Here’s why the television show “Two and Half Men” is so popular: Charlie Sheen’s character, Charlie Harper, lives his life in a manner all of us (especially other men) revere: he resides in a large, lavish house near the beach, drives a cool sports car, and he jumps in and out of bed with good-looking babes with no strings attached. All of this splendor and sumptuousness is funded with a cushy advertising gig, which, other than some comical routines at his grand piano while writing catchy jingles, he never seems to have to go to work. Charlie gets into some trouble from his drinking and carousing, mostly for the sake of spoof, slapstick and satire; by the end of the half-hour all is well again. Until next week, of course, when his jubilant festivities will yet again envelop him into some kind of humorous calamity.
The rest of us in the real world understand that creator Chuck Lorre’s show is merely a narrative; that nobody’s life is really like that. Charlie Harper is the classic anti-hero, engaging in acts and displaying behaviors we all at some time or another would like to partake, but we viewers know better. Indeed, we members of the audience are fully aware of the fact that while we may relish the idea of shooting up the burger joint with an Uzi because we came in a measly two minutes past the time limit for the serving of breakfast, a la the Michael Douglas character in 1993’s “Falling Down,” no one of us would actually attempt such an endeavor. We all realize that although it is entertaining, it is merely a work of fiction.
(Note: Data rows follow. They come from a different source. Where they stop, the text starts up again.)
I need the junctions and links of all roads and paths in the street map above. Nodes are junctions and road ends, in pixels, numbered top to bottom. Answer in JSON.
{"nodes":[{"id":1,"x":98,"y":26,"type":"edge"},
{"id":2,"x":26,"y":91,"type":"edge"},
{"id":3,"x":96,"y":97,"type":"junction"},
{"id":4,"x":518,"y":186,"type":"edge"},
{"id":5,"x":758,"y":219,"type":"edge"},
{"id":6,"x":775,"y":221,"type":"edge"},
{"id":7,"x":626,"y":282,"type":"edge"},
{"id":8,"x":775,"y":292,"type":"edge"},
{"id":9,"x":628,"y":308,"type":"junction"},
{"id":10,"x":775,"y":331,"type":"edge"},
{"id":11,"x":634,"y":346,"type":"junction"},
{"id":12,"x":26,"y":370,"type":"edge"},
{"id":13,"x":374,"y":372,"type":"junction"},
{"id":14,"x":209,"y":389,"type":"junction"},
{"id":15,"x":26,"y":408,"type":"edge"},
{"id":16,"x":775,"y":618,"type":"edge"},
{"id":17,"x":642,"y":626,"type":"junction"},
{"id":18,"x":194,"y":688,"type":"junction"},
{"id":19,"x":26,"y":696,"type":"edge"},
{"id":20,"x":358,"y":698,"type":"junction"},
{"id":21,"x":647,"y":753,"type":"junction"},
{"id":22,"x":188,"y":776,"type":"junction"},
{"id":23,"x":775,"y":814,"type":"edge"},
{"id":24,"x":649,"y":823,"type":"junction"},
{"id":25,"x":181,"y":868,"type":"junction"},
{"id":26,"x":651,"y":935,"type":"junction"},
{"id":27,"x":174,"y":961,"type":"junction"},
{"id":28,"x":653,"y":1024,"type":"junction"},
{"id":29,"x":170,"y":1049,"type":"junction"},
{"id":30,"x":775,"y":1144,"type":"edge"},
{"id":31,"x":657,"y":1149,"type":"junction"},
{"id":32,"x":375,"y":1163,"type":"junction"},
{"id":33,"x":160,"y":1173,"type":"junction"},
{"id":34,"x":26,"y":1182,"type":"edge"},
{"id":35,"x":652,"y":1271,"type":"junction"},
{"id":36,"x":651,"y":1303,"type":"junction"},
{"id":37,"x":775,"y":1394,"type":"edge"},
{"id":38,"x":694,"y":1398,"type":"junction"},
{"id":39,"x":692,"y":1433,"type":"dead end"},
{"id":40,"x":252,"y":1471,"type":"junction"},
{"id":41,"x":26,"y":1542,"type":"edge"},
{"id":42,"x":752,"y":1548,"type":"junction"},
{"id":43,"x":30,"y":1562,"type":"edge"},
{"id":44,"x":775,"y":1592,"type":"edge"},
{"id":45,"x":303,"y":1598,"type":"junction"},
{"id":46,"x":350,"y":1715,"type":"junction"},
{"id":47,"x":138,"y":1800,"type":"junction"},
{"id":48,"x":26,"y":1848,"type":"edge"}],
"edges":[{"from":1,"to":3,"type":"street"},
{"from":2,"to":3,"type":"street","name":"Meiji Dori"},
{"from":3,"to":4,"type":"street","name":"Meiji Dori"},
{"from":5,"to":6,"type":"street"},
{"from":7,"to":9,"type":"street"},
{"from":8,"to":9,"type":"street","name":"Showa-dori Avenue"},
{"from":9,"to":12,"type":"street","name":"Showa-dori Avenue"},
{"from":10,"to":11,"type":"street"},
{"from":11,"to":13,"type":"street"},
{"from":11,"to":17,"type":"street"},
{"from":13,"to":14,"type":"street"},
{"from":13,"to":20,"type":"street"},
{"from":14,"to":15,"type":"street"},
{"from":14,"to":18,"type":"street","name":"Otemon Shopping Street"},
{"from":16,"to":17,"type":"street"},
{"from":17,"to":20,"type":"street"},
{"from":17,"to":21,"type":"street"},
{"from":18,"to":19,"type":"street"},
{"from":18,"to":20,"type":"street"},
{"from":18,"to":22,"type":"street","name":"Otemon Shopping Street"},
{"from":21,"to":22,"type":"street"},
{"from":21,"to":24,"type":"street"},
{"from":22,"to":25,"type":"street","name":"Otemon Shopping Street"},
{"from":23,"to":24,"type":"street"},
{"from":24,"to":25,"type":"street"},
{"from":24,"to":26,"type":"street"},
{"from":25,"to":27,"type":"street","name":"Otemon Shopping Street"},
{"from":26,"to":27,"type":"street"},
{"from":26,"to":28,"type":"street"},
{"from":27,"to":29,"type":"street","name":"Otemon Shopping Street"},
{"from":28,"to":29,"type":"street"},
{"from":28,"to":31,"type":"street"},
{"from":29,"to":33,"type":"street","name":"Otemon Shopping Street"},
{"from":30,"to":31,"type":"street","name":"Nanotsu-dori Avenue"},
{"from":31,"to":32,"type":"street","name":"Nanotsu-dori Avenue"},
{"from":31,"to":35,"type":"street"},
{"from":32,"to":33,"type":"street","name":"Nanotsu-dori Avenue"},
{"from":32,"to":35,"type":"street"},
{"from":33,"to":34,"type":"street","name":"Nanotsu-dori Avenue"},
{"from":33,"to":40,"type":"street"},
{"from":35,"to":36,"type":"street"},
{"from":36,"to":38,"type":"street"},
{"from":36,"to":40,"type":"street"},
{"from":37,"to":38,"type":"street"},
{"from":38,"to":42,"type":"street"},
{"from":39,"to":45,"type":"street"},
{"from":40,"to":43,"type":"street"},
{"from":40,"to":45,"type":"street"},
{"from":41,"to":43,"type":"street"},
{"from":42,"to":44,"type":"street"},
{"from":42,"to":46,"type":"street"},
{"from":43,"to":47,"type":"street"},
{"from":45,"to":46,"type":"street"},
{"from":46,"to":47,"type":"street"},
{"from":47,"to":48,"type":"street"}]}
All of us, that is, except Charlie Sheen. Perhaps that’s because of his real life’s similarity to that of his character in the sitcom: he lives in a large, lavish house, drives cool cars, and jumps in and out of bed with good-looking women. However, in real life, there are definitely strings attached. Charlie has been thrice married, with five children, four from his last two wives, model/actress Denise Richards, and “B movie” actress Brooke Mueller, both of whom divorced him on grounds of drug abuse and domestic violence. So intense was the latter relationship, Sheen can never legally possess any kind of firearm for the rest of his natural life. But who needs a gun when you’ve got “tiger blood,” eh?
Throughout most of his existence, Sheen has been arrested, incarcerated, and hospitalized for his excessive carousing and philandering, without anything along the lines of genuine punishment being dished out toward him, much like his television show character. In one particular episode, Charlie Harper got out of all the trouble he was in that week by simply sleeping with the conveniently attractive female judge assigned to his case. However, this is not what is happening to Charlie Sheen.
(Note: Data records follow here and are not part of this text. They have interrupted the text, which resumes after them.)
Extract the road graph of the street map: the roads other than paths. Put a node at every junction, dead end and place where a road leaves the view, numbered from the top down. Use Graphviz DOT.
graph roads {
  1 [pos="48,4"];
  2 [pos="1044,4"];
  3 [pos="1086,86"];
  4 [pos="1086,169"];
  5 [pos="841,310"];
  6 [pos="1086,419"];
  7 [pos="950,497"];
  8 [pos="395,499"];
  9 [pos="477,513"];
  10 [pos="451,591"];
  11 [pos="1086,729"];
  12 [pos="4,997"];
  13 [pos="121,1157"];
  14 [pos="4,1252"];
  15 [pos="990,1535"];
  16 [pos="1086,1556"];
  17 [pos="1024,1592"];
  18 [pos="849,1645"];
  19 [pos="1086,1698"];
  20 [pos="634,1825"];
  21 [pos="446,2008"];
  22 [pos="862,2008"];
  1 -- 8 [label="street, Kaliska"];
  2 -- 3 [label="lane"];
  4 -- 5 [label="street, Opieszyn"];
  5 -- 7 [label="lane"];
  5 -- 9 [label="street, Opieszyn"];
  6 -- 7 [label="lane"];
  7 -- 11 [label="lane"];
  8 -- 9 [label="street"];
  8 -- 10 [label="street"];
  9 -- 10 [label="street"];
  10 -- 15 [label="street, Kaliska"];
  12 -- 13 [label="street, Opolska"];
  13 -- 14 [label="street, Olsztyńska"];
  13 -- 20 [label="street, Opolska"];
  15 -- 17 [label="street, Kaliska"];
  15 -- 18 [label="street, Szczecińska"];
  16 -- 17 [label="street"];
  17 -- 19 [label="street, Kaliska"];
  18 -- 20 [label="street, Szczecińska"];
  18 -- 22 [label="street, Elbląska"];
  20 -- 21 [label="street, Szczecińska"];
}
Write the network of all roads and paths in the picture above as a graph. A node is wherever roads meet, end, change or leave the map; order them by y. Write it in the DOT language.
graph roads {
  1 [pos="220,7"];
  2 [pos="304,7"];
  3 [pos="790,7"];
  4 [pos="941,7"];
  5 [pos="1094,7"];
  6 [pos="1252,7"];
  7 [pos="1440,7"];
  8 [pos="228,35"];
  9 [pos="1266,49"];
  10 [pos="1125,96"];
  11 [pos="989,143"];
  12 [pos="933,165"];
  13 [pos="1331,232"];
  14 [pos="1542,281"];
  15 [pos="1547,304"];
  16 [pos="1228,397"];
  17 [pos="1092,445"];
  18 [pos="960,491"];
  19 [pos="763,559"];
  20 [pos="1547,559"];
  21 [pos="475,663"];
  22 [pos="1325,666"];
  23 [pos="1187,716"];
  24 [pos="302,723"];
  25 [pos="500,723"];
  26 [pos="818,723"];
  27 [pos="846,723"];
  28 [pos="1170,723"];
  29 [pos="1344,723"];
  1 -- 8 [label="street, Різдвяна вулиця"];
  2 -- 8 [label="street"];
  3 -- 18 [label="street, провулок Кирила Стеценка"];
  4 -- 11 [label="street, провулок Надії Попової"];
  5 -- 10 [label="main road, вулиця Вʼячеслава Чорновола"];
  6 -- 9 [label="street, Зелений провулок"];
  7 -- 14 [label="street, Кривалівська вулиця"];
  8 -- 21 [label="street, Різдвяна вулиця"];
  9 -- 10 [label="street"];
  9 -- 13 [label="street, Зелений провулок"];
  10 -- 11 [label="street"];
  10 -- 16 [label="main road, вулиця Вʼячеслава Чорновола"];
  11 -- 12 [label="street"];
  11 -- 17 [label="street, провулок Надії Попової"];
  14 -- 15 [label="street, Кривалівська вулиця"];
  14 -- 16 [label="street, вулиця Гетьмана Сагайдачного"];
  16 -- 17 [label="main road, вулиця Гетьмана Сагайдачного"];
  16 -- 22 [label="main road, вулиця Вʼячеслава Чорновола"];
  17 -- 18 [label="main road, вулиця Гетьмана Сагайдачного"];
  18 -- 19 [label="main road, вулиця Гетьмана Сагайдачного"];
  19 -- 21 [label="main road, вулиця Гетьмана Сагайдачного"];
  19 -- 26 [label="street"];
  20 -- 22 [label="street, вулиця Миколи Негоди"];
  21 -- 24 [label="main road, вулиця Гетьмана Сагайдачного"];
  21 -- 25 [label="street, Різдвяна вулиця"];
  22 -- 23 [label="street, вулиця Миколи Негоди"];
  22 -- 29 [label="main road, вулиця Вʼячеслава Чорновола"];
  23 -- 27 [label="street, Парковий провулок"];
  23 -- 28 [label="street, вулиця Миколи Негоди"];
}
After all these years of hard partying, Sheen’s life is heading in a downward spiral rather rapidly. As of this writing, Warner Brothers officially fired Sheen from the popular sitcom, the latest buzz mentioning John Stamos from “Fullhouse” fame as a possible replacement. Perhaps Charlie will come to realize that he’s not so “special” after all, when the multi-billion dollar media conglomerate hires Stamos or some other actor to belt out Sheen’s lines with the same (if not better) fervor next fall. Maybe then he’ll come to understand who is both literally and figuratively “running the show.”
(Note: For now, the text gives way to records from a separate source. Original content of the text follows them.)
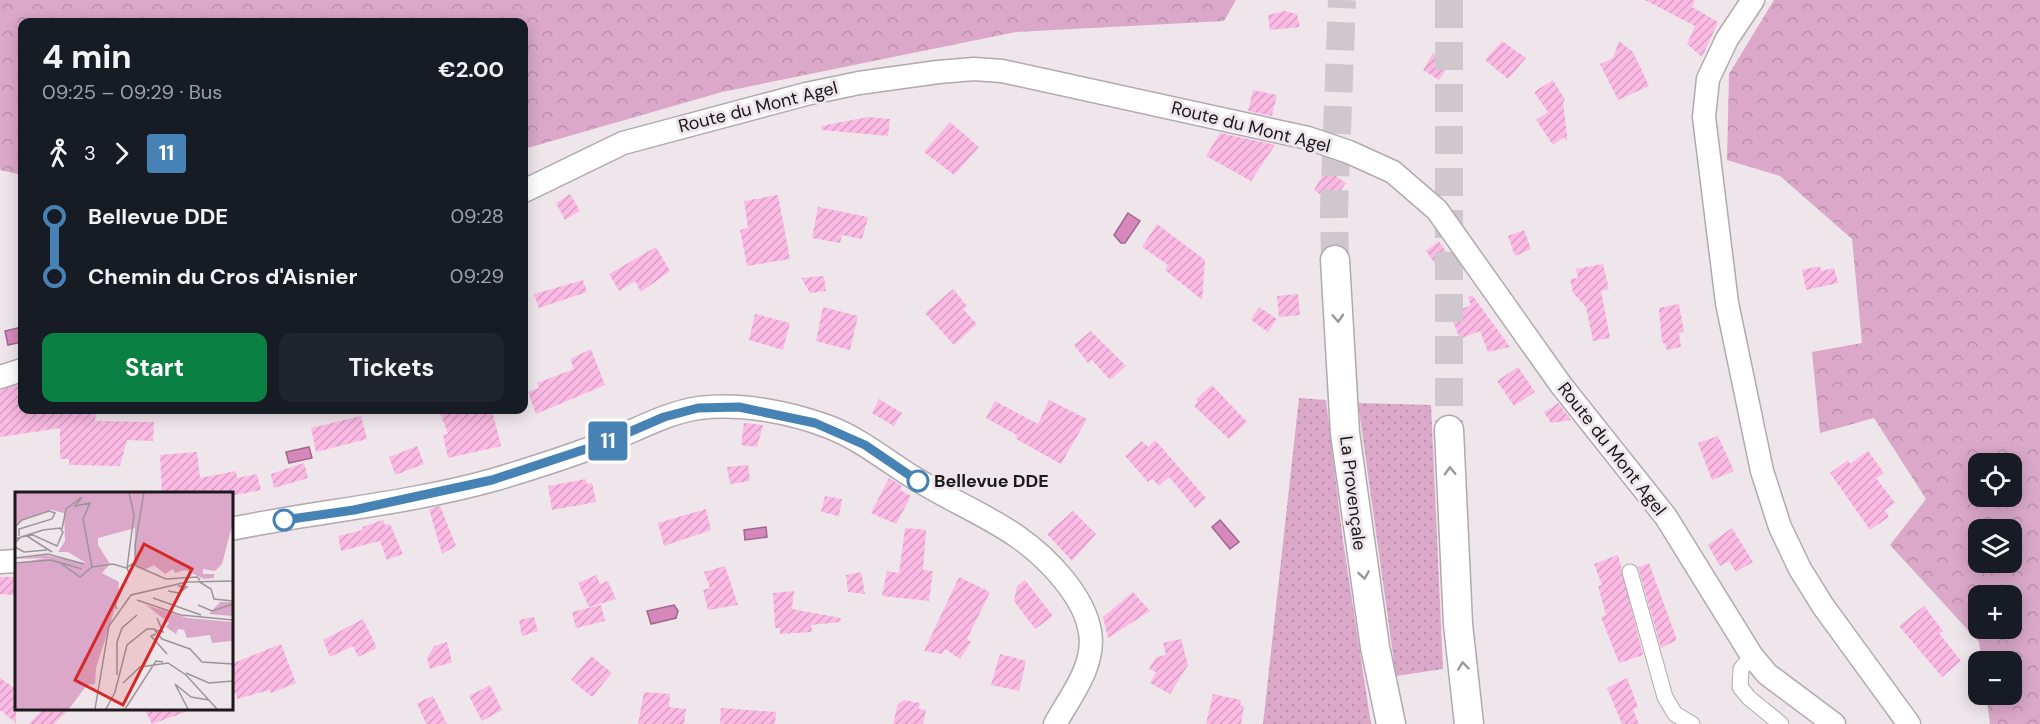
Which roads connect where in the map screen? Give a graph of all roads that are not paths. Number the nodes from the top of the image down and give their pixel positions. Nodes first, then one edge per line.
1 (1753, 0) edge
2 (528, 189) edge
3 (1335, 260) tunnel mouth
4 (18, 371) edge
5 (0, 377) edge
6 (1449, 430) tunnel mouth
7 (232, 529) edge
8 (15, 561) edge
9 (0, 562) edge
10 (1630, 572) dead end
11 (1752, 656) junction
12 (1054, 724) edge
13 (1391, 724) edge
14 (1469, 724) edge
15 (1692, 724) edge
16 (1781, 724) edge
17 (1834, 724) edge
18 (1909, 724) edge

1 - 18 street
2 - 11 street, Route du Mont Agel
3 -> 13 highway, La Provençale
4 - 5 street
14 -> 6 highway
7 - 12 street
8 - 9 street
10 - 15 street
11 - 16 street
11 - 17 street, Route du Mont Agel

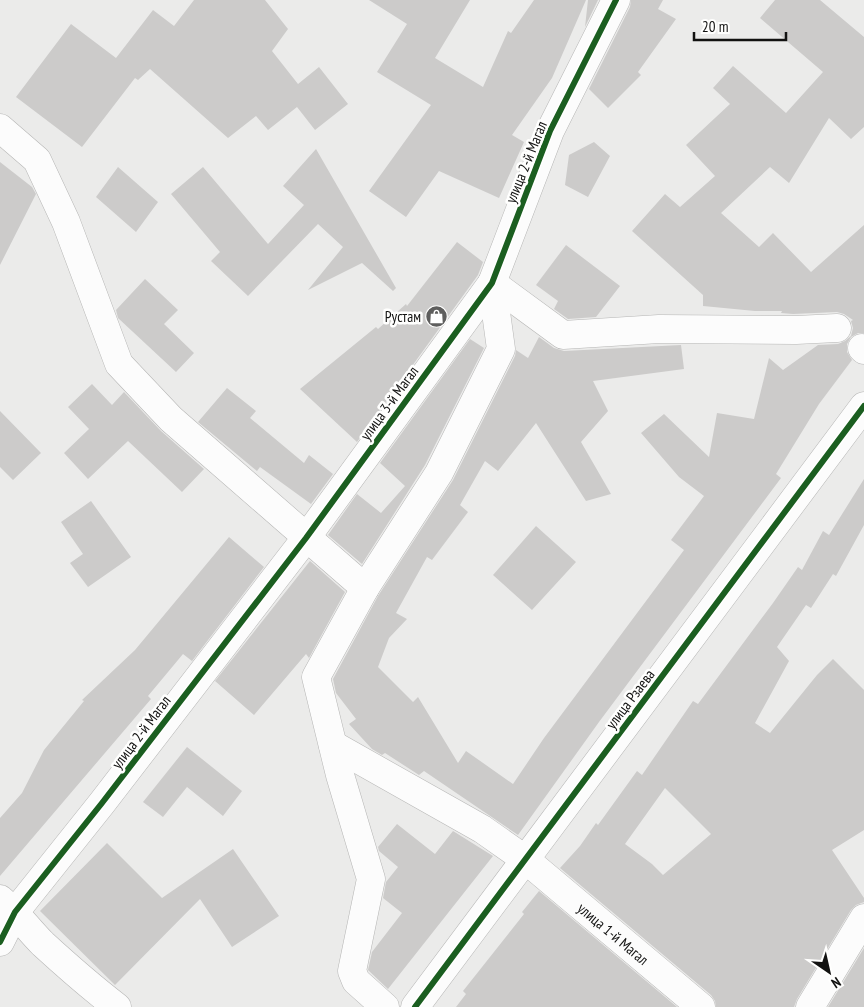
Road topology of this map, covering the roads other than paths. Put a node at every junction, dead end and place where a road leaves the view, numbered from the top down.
1 (616, 0) edge
2 (0, 128) edge
3 (492, 283) junction
4 (837, 328) dead end
5 (864, 406) edge
6 (306, 538) junction
7 (365, 588) junction
8 (333, 745) junction
9 (526, 860) junction
10 (8, 906) edge
11 (864, 918) edge
12 (0, 942) edge
13 (117, 1007) edge
14 (385, 1007) edge
15 (415, 1007) edge
16 (701, 1007) edge
17 (810, 1007) edge

1 - 3 street, улица 2-й Магал
2 - 6 street
3 - 4 street
3 - 6 street, улица 3-й Магал
3 - 7 street, улица 2-й Магал
5 - 9 street, улица Рзаева
6 - 7 street
6 - 10 street, улица 2-й Магал
7 - 8 street, улица 2-й Магал
8 - 9 street, улица 1-й Магал
8 - 14 street, улица 2-й Магал
9 - 15 street, улица Рзаева
9 - 16 street, улица 1-й Магал
10 - 12 street, улица 2-й Магал
10 - 13 street
11 - 17 street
To add further insult to injury in this debacle, the police recently showed up at Sheen’s doorstep and took custody of his children. Considering the environment he provided for them (The Goddesses?), in addition to his recent radio and television rants, which included a reckless sideswipe at Alcoholic Anonymous (“the only thing I’m addicted to is winning”), it is surprising it did not happen sooner. However, it is highly unlikely the judge assigned to this case will rule in his favor.
Perhaps, if he wasn’t so detached from reality, he would have the ability to see what all of us in the audience are seeing all too clearly: the party’s long been over; the laughter has subsided; the viewer’s amusement has since been replaced with genuine concern. The underlying truth between fact and fiction is this: Charlie Harper is a fictional comedic character; Charlie Sheen is real human being battling the disease of addiction, who needs help and support.